If you've shopped the baby aisles in the past couple of years, you may have noticed a new product marketed toward worried parents of newborns - special monitors built into socks, onesies and other items. They claim to display, via a smartphone app, a baby's breath, pulse and blood oxygen saturation and sound alarms in cases of apnea and other possible problems.
But an opinion piece in the Journal of the American Medical Association recommends new parents save their money.

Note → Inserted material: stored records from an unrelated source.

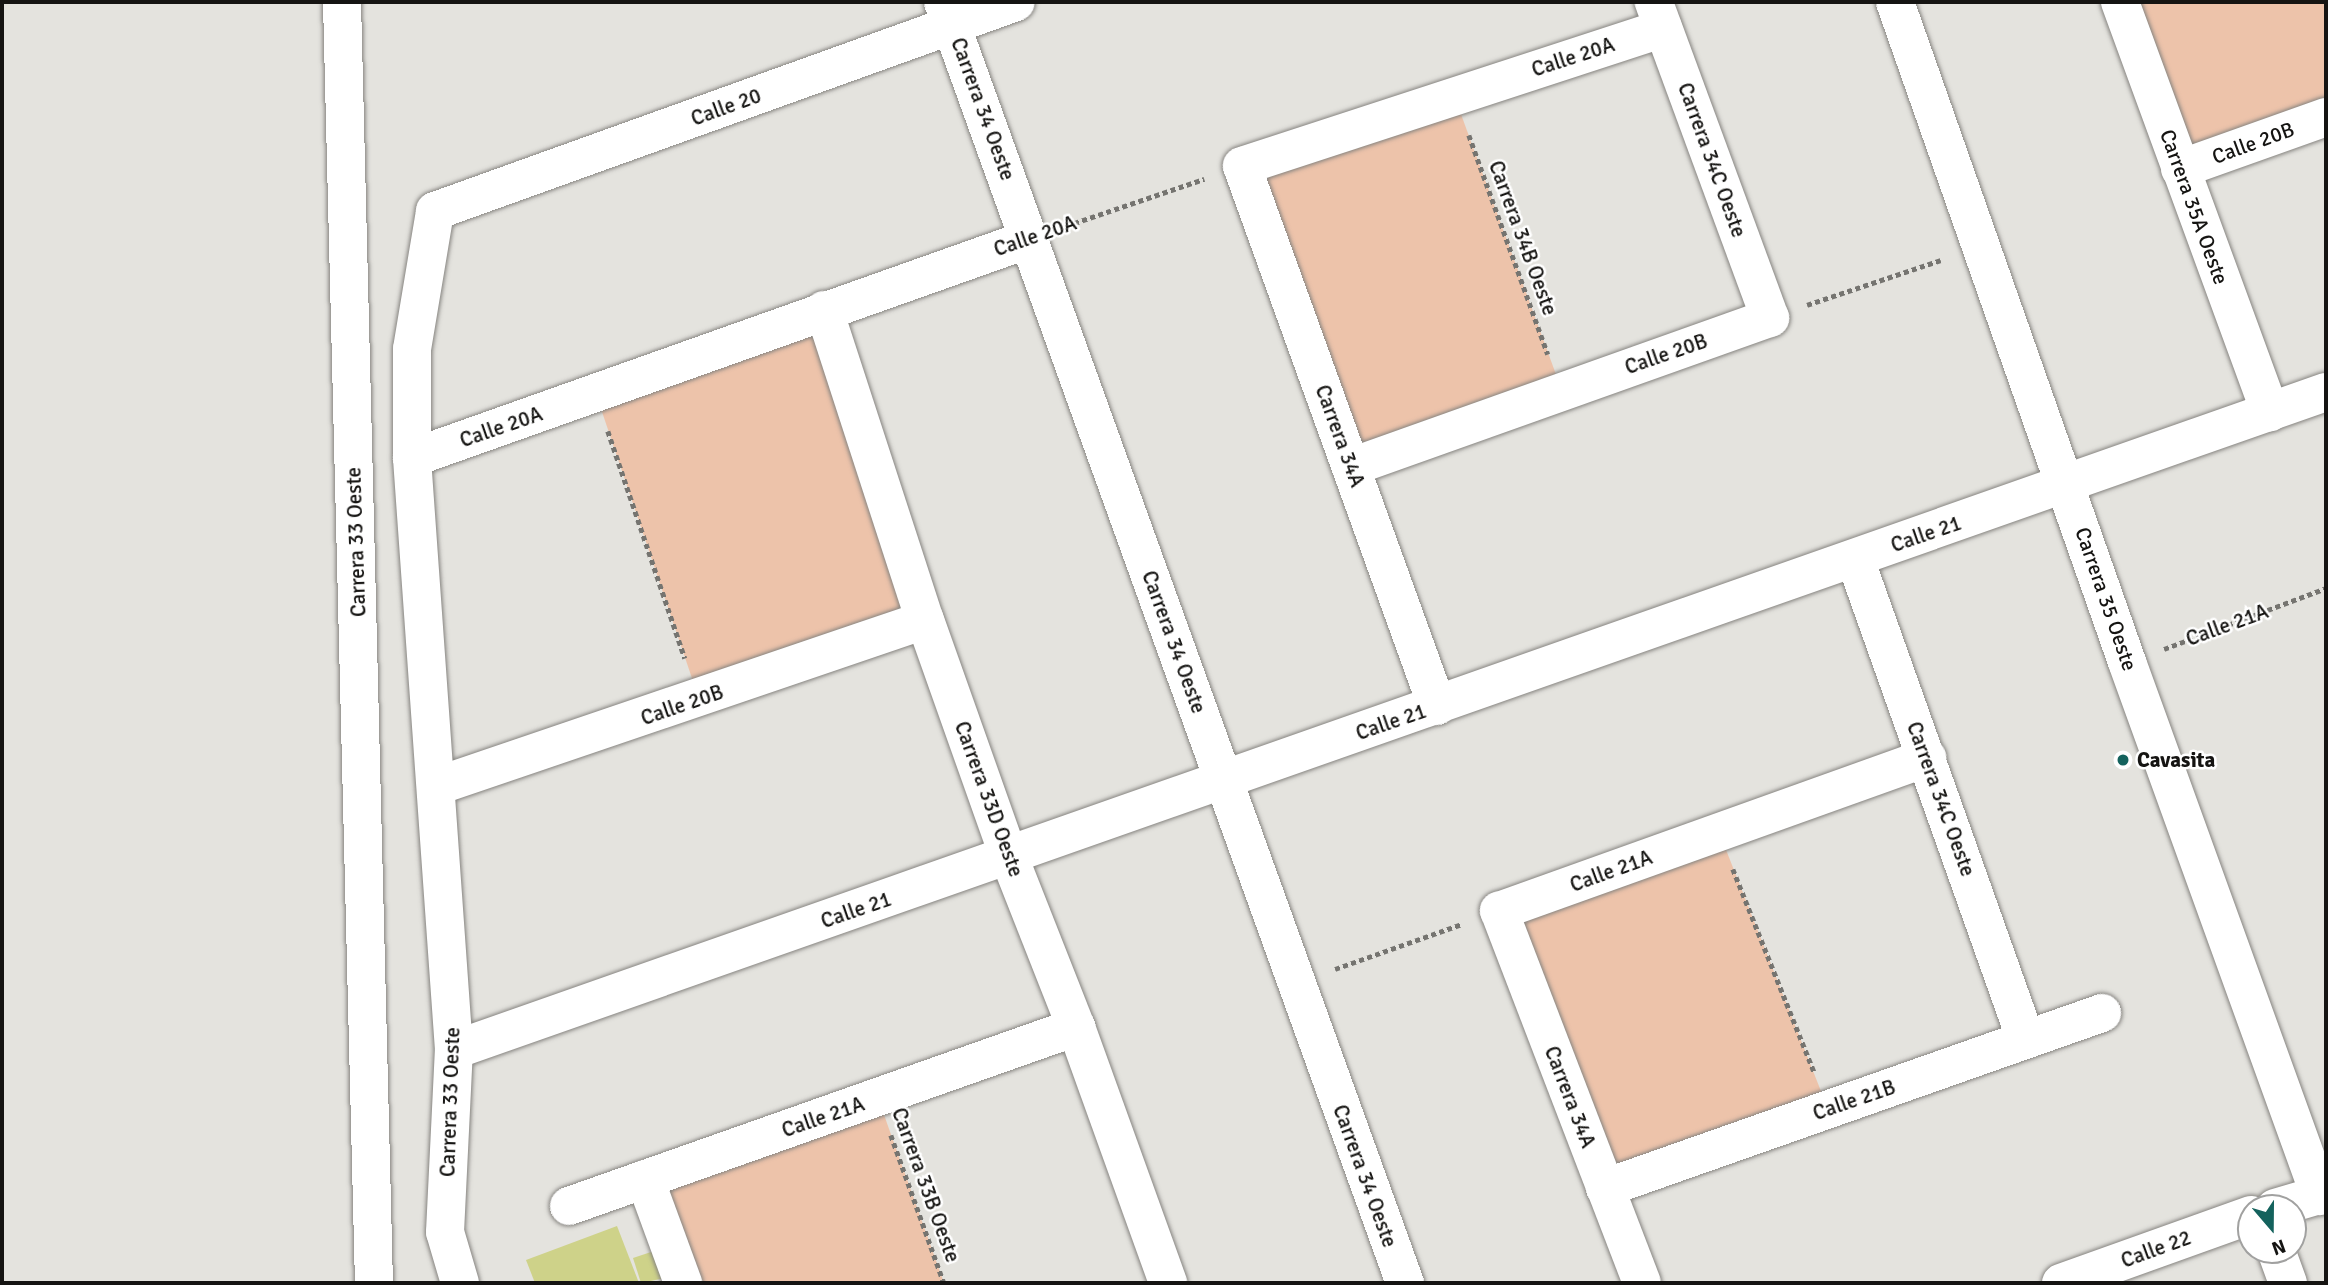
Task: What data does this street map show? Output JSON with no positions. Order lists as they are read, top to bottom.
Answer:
{
  "streets": {
    "street": [
      "Calle 20A",
      "Calle 20",
      "Carrera 34 Oeste",
      "Calle 20B",
      "Carrera 34C Oeste",
      "Carrera 35A Oeste",
      "Carrera 34A",
      "Calle 21",
      "Carrera 33 Oeste",
      "Carrera 35 Oeste",
      "Calle 21A",
      "Carrera 33D Oeste",
      "Calle 21B",
      "Calle 22"
    ],
    "path": ["Carrera 34B Oeste", "Carrera 33B Oeste"]
  },
  "crossings": [
    ["Calle 20A", "Carrera 34 Oeste"],
    ["Calle 20A", "Carrera 34C Oeste"],
    ["Calle 20A", "Carrera 34B Oeste"],
    ["Calle 20A", "Carrera 34A"],
    ["Calle 20A", "Carrera 33 Oeste"],
    ["Calle 20A", "Carrera 33D Oeste"],
    ["Calle 20", "Carrera 34 Oeste"],
    ["Calle 20", "Carrera 33 Oeste"],
    ["Carrera 34 Oeste", "Calle 21"],
    ["Calle 20B", "Carrera 34C Oeste"],
    ["Calle 20B", "Carrera 35A Oeste"],
    ["Calle 20B", "Carrera 34B Oeste"],
    ["Calle 20B", "Carrera 34A"],
    ["Calle 20B", "Carrera 33 Oeste"],
    ["Calle 20B", "Carrera 33D Oeste"],
    ["Carrera 34C Oeste", "Calle 21"],
    ["Carrera 34C Oeste", "Calle 21A"],
    ["Carrera 34C Oeste", "Calle 21B"],
    ["Carrera 35A Oeste", "Calle 21"],
    ["Carrera 34A", "Calle 21"],
    ["Carrera 34A", "Calle 21A"],
    ["Carrera 34A", "Calle 21B"],
    ["Calle 21", "Carrera 33 Oeste"],
    ["Calle 21", "Carrera 35 Oeste"],
    ["Calle 21", "Carrera 33D Oeste"],
    ["Carrera 35 Oeste", "Calle 21A"],
    ["Calle 21A", "Carrera 33D Oeste"],
    ["Calle 21A", "Carrera 33B Oeste"]
  ],
  "places": ["Cavasita"],
  "north": "bottom"
}
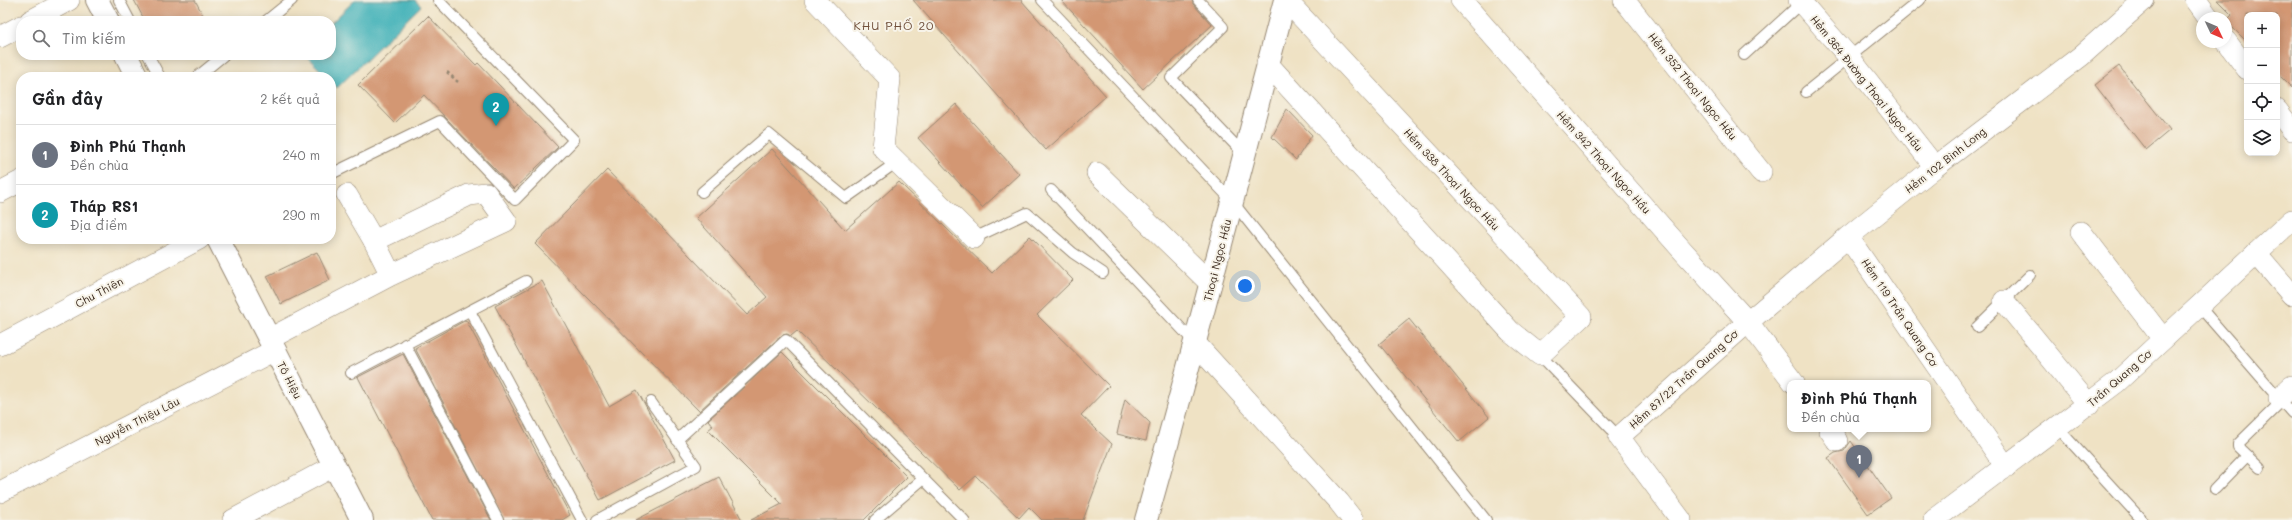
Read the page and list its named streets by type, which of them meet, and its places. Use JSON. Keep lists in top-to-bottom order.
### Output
{
  "streets": {
    "main road": ["Thoại Ngọc Hầu", "Tô Hiệu"],
    "street": [
      "Hẻm 364 Đường Thoại Ngọc Hầu",
      "Hẻm 352 Thoại Ngọc Hầu",
      "Hẻm 102 Bình Long",
      "Hẻm 342 Thoại Ngọc Hầu",
      "Hẻm 338 Thoại Ngọc Hầu",
      "Chu Thiên",
      "Hẻm 119 Trần Quang Cơ",
      "Trần Quang Cơ",
      "Hẻm 87/22 Trần Quang Cơ",
      "Nguyễn Thiệu Lâu"
    ]
  },
  "crossings": [
    ["Hẻm 364 Đường Thoại Ngọc Hầu", "Hẻm 102 Bình Long"],
    ["Hẻm 102 Bình Long", "Hẻm 342 Thoại Ngọc Hầu"],
    ["Hẻm 102 Bình Long", "Hẻm 119 Trần Quang Cơ"],
    ["Hẻm 102 Bình Long", "Hẻm 87/22 Trần Quang Cơ"],
    ["Hẻm 342 Thoại Ngọc Hầu", "Hẻm 87/22 Trần Quang Cơ"],
    ["Hẻm 338 Thoại Ngọc Hầu", "Thoại Ngọc Hầu"],
    ["Hẻm 119 Trần Quang Cơ", "Trần Quang Cơ"],
    ["Tô Hiệu", "Nguyễn Thiệu Lâu"]
  ],
  "districts": ["KHU PHỐ 20"],
  "north": "bottom right",
  "page": {
    "map_buttons": ["+", "−"],
    "search": "Tìm kiếm",
    "heading": ["Gần đây", "2 kết quả"],
    "pins": ["2", "1"],
    "list": [
      {
        "mark": "1",
        "name": "Đình Phú Thạnh",
        "note": "Đền chùa",
        "value": "240 m"
      },
      {
        "mark": "2",
        "name": "Tháp RS1",
        "note": "Địa điểm",
        "value": "290 m"
      }
    ],
    "popup": ["Đình Phú Thạnh", "Đền chùa"]
  }
}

The piece, written by Christopher Bonafide, a pediatrics researcher at the University of Pennsylvania and Children's Hospital of Philadelphia, says there is no evidence that they work and that they could actually lead to more harm than good.
This new class of baby monitor has grown in the last two years with products from companies such as Owlet and Baby Vida. They're not cheap, but they are flying off the shelves. According to the JAMA letter, Owlet Baby Care has sold 40,000 of its "smart sock" monitors at $250 a piece. It claims to alert parents if their infant stops breathing.
Bonafide writes that there are no medical reasons for monitoring healthy infants at home. What's more, an American Academy of Pediatrics policy says parents shouldn't use home monitors like these as a strategy to reduce the risk of Sudden Infant Death Syndrome because there's no data that they actually reduce the risk of SIDS.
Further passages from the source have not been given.